КТО: | дочь Боярского |
---|---|
ПОЧЕМУ: | мы посмотрели на Елизавету в спектакле «Жизнь и судьба» |
ОБРАТИТЬ ВНИМАНИЕ НА ФРАЗУ: | «Когда кого-то определяют — еврей, антисемит, гомосексуалист, — ничем хорошим это не заканчивается» |
— Елизавета, читала ваши интервью, а они, как правило, очень добрые: о семье, о любимом сыне, о ролях. Острых вопросов вы избегаете. Можно ли сегодня быть доброй, чистой и при этом популярной актрисой?
— Можно быть добрым честным человеком, необязательно актрисой: учительницей, врачом, безработным. Можно и нужно. И это единственное, что в жизни важно. Честно говоря, о семье меня вынуждают рассказывать: вопросы журналистов располагают к тому, чтобы беседа получилась задушевной и затрапезной.
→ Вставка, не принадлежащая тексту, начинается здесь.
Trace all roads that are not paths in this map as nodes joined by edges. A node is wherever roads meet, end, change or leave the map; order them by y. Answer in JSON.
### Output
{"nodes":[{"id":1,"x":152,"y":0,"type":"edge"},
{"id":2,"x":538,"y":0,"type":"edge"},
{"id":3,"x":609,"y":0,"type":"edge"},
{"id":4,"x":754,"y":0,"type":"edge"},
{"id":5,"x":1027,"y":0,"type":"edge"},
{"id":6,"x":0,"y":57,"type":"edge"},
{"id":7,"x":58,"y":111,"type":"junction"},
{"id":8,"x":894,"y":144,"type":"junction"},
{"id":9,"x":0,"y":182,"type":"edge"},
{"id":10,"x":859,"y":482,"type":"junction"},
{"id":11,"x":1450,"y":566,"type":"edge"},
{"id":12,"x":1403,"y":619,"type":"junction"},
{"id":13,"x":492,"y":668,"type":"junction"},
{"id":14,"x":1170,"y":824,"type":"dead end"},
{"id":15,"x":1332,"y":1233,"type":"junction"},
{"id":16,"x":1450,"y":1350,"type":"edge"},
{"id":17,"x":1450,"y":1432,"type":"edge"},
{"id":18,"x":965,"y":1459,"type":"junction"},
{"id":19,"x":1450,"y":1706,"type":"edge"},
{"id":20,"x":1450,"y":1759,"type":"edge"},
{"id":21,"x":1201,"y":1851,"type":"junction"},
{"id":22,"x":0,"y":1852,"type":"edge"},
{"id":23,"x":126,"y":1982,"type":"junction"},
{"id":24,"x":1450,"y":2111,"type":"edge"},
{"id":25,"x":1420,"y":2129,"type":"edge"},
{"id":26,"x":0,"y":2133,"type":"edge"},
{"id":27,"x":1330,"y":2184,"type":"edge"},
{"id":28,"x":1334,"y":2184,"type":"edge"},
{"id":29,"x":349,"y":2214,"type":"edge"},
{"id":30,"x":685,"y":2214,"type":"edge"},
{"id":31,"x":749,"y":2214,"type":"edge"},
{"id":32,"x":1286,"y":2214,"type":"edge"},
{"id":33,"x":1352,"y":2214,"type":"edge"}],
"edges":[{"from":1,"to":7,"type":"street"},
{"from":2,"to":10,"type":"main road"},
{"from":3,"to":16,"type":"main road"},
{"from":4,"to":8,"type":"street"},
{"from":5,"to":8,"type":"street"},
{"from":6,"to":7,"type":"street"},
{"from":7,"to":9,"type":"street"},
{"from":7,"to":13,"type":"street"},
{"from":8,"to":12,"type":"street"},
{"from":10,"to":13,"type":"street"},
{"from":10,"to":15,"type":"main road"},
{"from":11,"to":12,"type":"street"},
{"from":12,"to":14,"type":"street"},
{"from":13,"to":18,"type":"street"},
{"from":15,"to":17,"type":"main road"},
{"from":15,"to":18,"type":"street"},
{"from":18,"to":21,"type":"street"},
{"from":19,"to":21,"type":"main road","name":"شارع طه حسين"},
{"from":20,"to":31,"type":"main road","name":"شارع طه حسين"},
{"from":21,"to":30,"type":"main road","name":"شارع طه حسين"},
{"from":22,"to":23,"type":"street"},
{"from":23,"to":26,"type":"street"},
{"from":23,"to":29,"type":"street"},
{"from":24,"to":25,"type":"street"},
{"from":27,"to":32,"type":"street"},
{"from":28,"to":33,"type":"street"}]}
Очень редко интервью берут только о работе — и это удивляет и очень подкупает.
— Тогда давайте о спектакле. В Минск Малый драматический театр привез «Жизнь и судьбу» по роману Василия Гроссмана. Цитирую режиссера Льва Додина: «Гроссман в спектакле «Жизнь и судьба» говорит, что в ХХ веке национализм стал душой эпохи и главной силой ХХ века… Ощущение, что Гроссман, как всякий большой писатель, был не только глубокий исследователь своей эпохи, но и пророк: национализм все больше становится душой и XXI века». Вы согласны с тем, что национализм становится душой XXI века?
— Национализм — это неизбежно. Он никуда не исчезал. В какие-то моменты нашей послевоенной истории он уходил в тень, но потом все равно возвращался. Казалось бы, «Жизнь и судьба» была написана давно и о другом, но спектакль звучит страшно актуально сегодня — и с каждым днем становится все актуальнее. Когда мы выпускали его в 2006 году, «Жизнь и судьба» была все-таки о прошлом. Мы играли об измученном тоталитарным режимом советском народе. А сегодня какие-то слова вдруг всплывают на поверхность. Как говорит главный герой спектакля Виктор Штрум, «словно из тихой темной воды вдруг всплыла кувшинка»… И понимаешь, что текст о реалиях наших дней, и от этого очень не по себе. Театр наш аполитичный, но он действительно идет в ногу со временем: отражает сегодняшние переживания, сомнения, страхи.
— Как относитесь к тому, что в России сегодня крепнут патриотические и даже немного националистические настроения?
— Я не слежу за политикой. Каждый громко кричит о своем, и понять, где правда, очень тяжело. У меня есть собственное внутреннее мироощущение, но рассуждать о политике с точки зрения человека осведомленного, с твердой позицией я не могу.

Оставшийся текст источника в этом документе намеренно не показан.